Copy everything in the listing below word for word, apart from any images.
(DATA FOR ANALYSIS Opens)
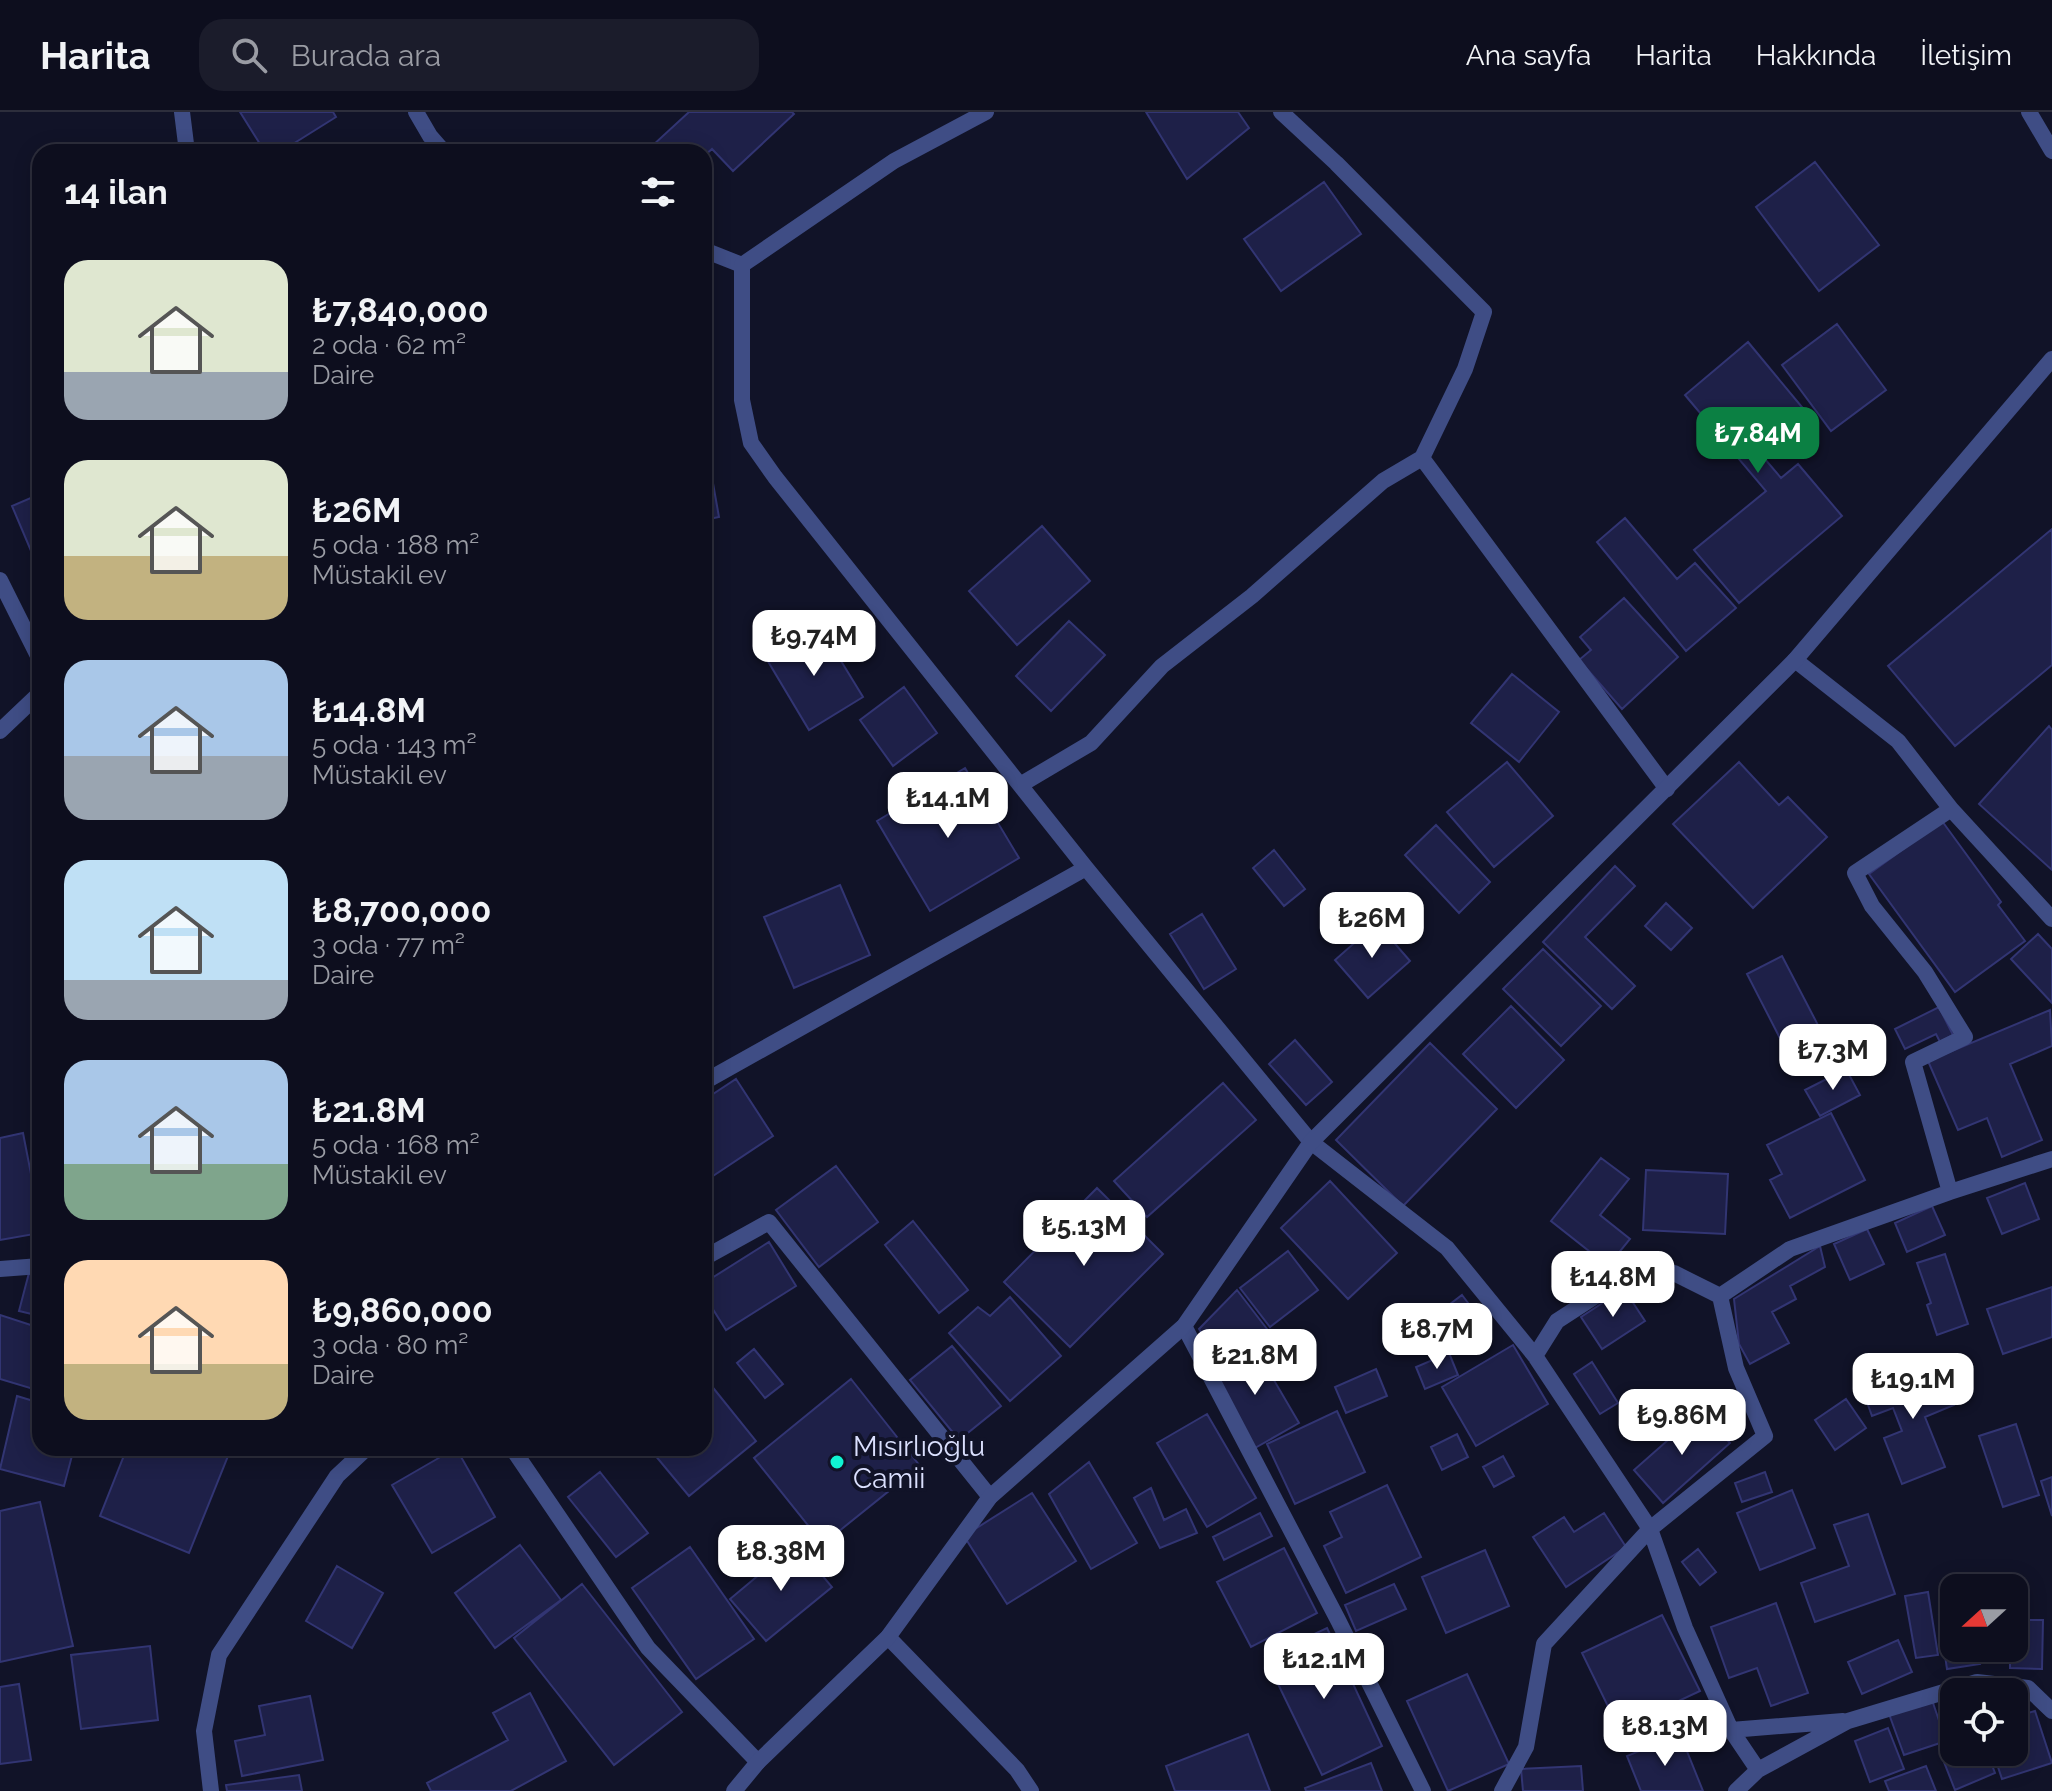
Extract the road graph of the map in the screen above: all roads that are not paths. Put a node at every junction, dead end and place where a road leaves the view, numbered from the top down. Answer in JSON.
{"nodes":[{"id":1,"x":182,"y":112,"type":"edge"},
{"id":2,"x":416,"y":112,"type":"edge"},
{"id":3,"x":986,"y":112,"type":"edge"},
{"id":4,"x":1281,"y":112,"type":"edge"},
{"id":5,"x":2029,"y":112,"type":"edge"},
{"id":6,"x":186,"y":144,"type":"edge"},
{"id":7,"x":437,"y":144,"type":"edge"},
{"id":8,"x":2052,"y":151,"type":"edge"},
{"id":9,"x":712,"y":253,"type":"edge"},
{"id":10,"x":742,"y":265,"type":"junction"},
{"id":11,"x":2052,"y":359,"type":"edge"},
{"id":12,"x":1422,"y":458,"type":"junction"},
{"id":13,"x":0,"y":580,"type":"edge"},
{"id":14,"x":32,"y":644,"type":"edge"},
{"id":15,"x":1795,"y":660,"type":"junction"},
{"id":16,"x":32,"y":701,"type":"edge"},
{"id":17,"x":0,"y":731,"type":"edge"},
{"id":18,"x":1020,"y":785,"type":"junction"},
{"id":19,"x":1667,"y":789,"type":"junction"},
{"id":20,"x":1951,"y":809,"type":"junction"},
{"id":21,"x":1086,"y":868,"type":"junction"},
{"id":22,"x":2052,"y":919,"type":"edge"},
{"id":23,"x":712,"y":1078,"type":"edge"},
{"id":24,"x":1311,"y":1142,"type":"junction"},
{"id":25,"x":2052,"y":1159,"type":"edge"},
{"id":26,"x":1950,"y":1192,"type":"junction"},
{"id":27,"x":712,"y":1254,"type":"edge"},
{"id":28,"x":32,"y":1267,"type":"edge"},
{"id":29,"x":0,"y":1269,"type":"edge"},
{"id":30,"x":1720,"y":1296,"type":"junction"},
{"id":31,"x":1184,"y":1326,"type":"junction"},
{"id":32,"x":1535,"y":1356,"type":"junction"},
{"id":33,"x":358,"y":1456,"type":"edge"},
{"id":34,"x":517,"y":1456,"type":"edge"},
{"id":35,"x":990,"y":1497,"type":"junction"},
{"id":36,"x":1650,"y":1529,"type":"junction"},
{"id":37,"x":888,"y":1637,"type":"junction"},
{"id":38,"x":2052,"y":1711,"type":"edge"},
{"id":39,"x":1848,"y":1721,"type":"junction"},
{"id":40,"x":1731,"y":1730,"type":"junction"},
{"id":41,"x":758,"y":1762,"type":"junction"},
{"id":42,"x":1758,"y":1770,"type":"junction"},
{"id":43,"x":211,"y":1791,"type":"edge"},
{"id":44,"x":734,"y":1791,"type":"edge"},
{"id":45,"x":1031,"y":1791,"type":"edge"},
{"id":46,"x":1423,"y":1791,"type":"edge"},
{"id":47,"x":1502,"y":1791,"type":"edge"},
{"id":48,"x":1736,"y":1791,"type":"edge"}],
"edges":[{"from":1,"to":6,"type":"street"},
{"from":2,"to":7,"type":"street"},
{"from":3,"to":10,"type":"street"},
{"from":4,"to":12,"type":"street"},
{"from":5,"to":8,"type":"street"},
{"from":9,"to":10,"type":"street"},
{"from":10,"to":18,"type":"street"},
{"from":11,"to":15,"type":"street"},
{"from":12,"to":18,"type":"street"},
{"from":12,"to":19,"type":"street"},
{"from":13,"to":14,"type":"street"},
{"from":15,"to":19,"type":"street"},
{"from":15,"to":20,"type":"street"},
{"from":16,"to":17,"type":"street"},
{"from":18,"to":21,"type":"street"},
{"from":19,"to":24,"type":"street"},
{"from":20,"to":22,"type":"street"},
{"from":20,"to":26,"type":"street"},
{"from":21,"to":23,"type":"street"},
{"from":21,"to":24,"type":"street"},
{"from":24,"to":31,"type":"street"},
{"from":24,"to":32,"type":"street"},
{"from":25,"to":26,"type":"street"},
{"from":26,"to":30,"type":"street"},
{"from":27,"to":35,"type":"street"},
{"from":28,"to":29,"type":"street"},
{"from":30,"to":32,"type":"street"},
{"from":30,"to":36,"type":"street"},
{"from":31,"to":35,"type":"street"},
{"from":31,"to":46,"type":"street"},
{"from":32,"to":36,"type":"street"},
{"from":33,"to":43,"type":"street"},
{"from":34,"to":41,"type":"street"},
{"from":35,"to":37,"type":"street"},
{"from":36,"to":40,"type":"street"},
{"from":36,"to":47,"type":"street"},
{"from":37,"to":41,"type":"street"},
{"from":37,"to":45,"type":"street"},
{"from":38,"to":39,"type":"street"},
{"from":39,"to":40,"type":"street"},
{"from":39,"to":42,"type":"street"},
{"from":40,"to":42,"type":"street"},
{"from":41,"to":44,"type":"street"},
{"from":42,"to":48,"type":"street"}]}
(DATA FOR ANALYSIS Closes)
> [RESULT FOR THIS EXERCISE]
Extract the road graph of the map in the screen above: all roads that are not paths. Put a node at every junction, dead end and place where a road leaves the view, numbered from the top down. Answer in JSON.
{"nodes":[{"id":1,"x":182,"y":112,"type":"edge"},
{"id":2,"x":416,"y":112,"type":"edge"},
{"id":3,"x":986,"y":112,"type":"edge"},
{"id":4,"x":1281,"y":112,"type":"edge"},
{"id":5,"x":2029,"y":112,"type":"edge"},
{"id":6,"x":186,"y":144,"type":"edge"},
{"id":7,"x":437,"y":144,"type":"edge"},
{"id":8,"x":2052,"y":151,"type":"edge"},
{"id":9,"x":712,"y":253,"type":"edge"},
{"id":10,"x":742,"y":265,"type":"junction"},
{"id":11,"x":2052,"y":359,"type":"edge"},
{"id":12,"x":1422,"y":458,"type":"junction"},
{"id":13,"x":0,"y":580,"type":"edge"},
{"id":14,"x":32,"y":644,"type":"edge"},
{"id":15,"x":1795,"y":660,"type":"junction"},
{"id":16,"x":32,"y":701,"type":"edge"},
{"id":17,"x":0,"y":731,"type":"edge"},
{"id":18,"x":1020,"y":785,"type":"junction"},
{"id":19,"x":1667,"y":789,"type":"junction"},
{"id":20,"x":1951,"y":809,"type":"junction"},
{"id":21,"x":1086,"y":868,"type":"junction"},
{"id":22,"x":2052,"y":919,"type":"edge"},
{"id":23,"x":712,"y":1078,"type":"edge"},
{"id":24,"x":1311,"y":1142,"type":"junction"},
{"id":25,"x":2052,"y":1159,"type":"edge"},
{"id":26,"x":1950,"y":1192,"type":"junction"},
{"id":27,"x":712,"y":1254,"type":"edge"},
{"id":28,"x":32,"y":1267,"type":"edge"},
{"id":29,"x":0,"y":1269,"type":"edge"},
{"id":30,"x":1720,"y":1296,"type":"junction"},
{"id":31,"x":1184,"y":1326,"type":"junction"},
{"id":32,"x":1535,"y":1356,"type":"junction"},
{"id":33,"x":358,"y":1456,"type":"edge"},
{"id":34,"x":517,"y":1456,"type":"edge"},
{"id":35,"x":990,"y":1497,"type":"junction"},
{"id":36,"x":1650,"y":1529,"type":"junction"},
{"id":37,"x":888,"y":1637,"type":"junction"},
{"id":38,"x":2052,"y":1711,"type":"edge"},
{"id":39,"x":1848,"y":1721,"type":"junction"},
{"id":40,"x":1731,"y":1730,"type":"junction"},
{"id":41,"x":758,"y":1762,"type":"junction"},
{"id":42,"x":1758,"y":1770,"type":"junction"},
{"id":43,"x":211,"y":1791,"type":"edge"},
{"id":44,"x":734,"y":1791,"type":"edge"},
{"id":45,"x":1031,"y":1791,"type":"edge"},
{"id":46,"x":1423,"y":1791,"type":"edge"},
{"id":47,"x":1502,"y":1791,"type":"edge"},
{"id":48,"x":1736,"y":1791,"type":"edge"}],
"edges":[{"from":1,"to":6,"type":"street"},
{"from":2,"to":7,"type":"street"},
{"from":3,"to":10,"type":"street"},
{"from":4,"to":12,"type":"street"},
{"from":5,"to":8,"type":"street"},
{"from":9,"to":10,"type":"street"},
{"from":10,"to":18,"type":"street"},
{"from":11,"to":15,"type":"street"},
{"from":12,"to":18,"type":"street"},
{"from":12,"to":19,"type":"street"},
{"from":13,"to":14,"type":"street"},
{"from":15,"to":19,"type":"street"},
{"from":15,"to":20,"type":"street"},
{"from":16,"to":17,"type":"street"},
{"from":18,"to":21,"type":"street"},
{"from":19,"to":24,"type":"street"},
{"from":20,"to":22,"type":"street"},
{"from":20,"to":26,"type":"street"},
{"from":21,"to":23,"type":"street"},
{"from":21,"to":24,"type":"street"},
{"from":24,"to":31,"type":"street"},
{"from":24,"to":32,"type":"street"},
{"from":25,"to":26,"type":"street"},
{"from":26,"to":30,"type":"street"},
{"from":27,"to":35,"type":"street"},
{"from":28,"to":29,"type":"street"},
{"from":30,"to":32,"type":"street"},
{"from":30,"to":36,"type":"street"},
{"from":31,"to":35,"type":"street"},
{"from":31,"to":46,"type":"street"},
{"from":32,"to":36,"type":"street"},
{"from":33,"to":43,"type":"street"},
{"from":34,"to":41,"type":"street"},
{"from":35,"to":37,"type":"street"},
{"from":36,"to":40,"type":"street"},
{"from":36,"to":47,"type":"street"},
{"from":37,"to":41,"type":"street"},
{"from":37,"to":45,"type":"street"},
{"from":38,"to":39,"type":"street"},
{"from":39,"to":40,"type":"street"},
{"from":39,"to":42,"type":"street"},
{"from":40,"to":42,"type":"street"},
{"from":41,"to":44,"type":"street"},
{"from":42,"to":48,"type":"street"}]}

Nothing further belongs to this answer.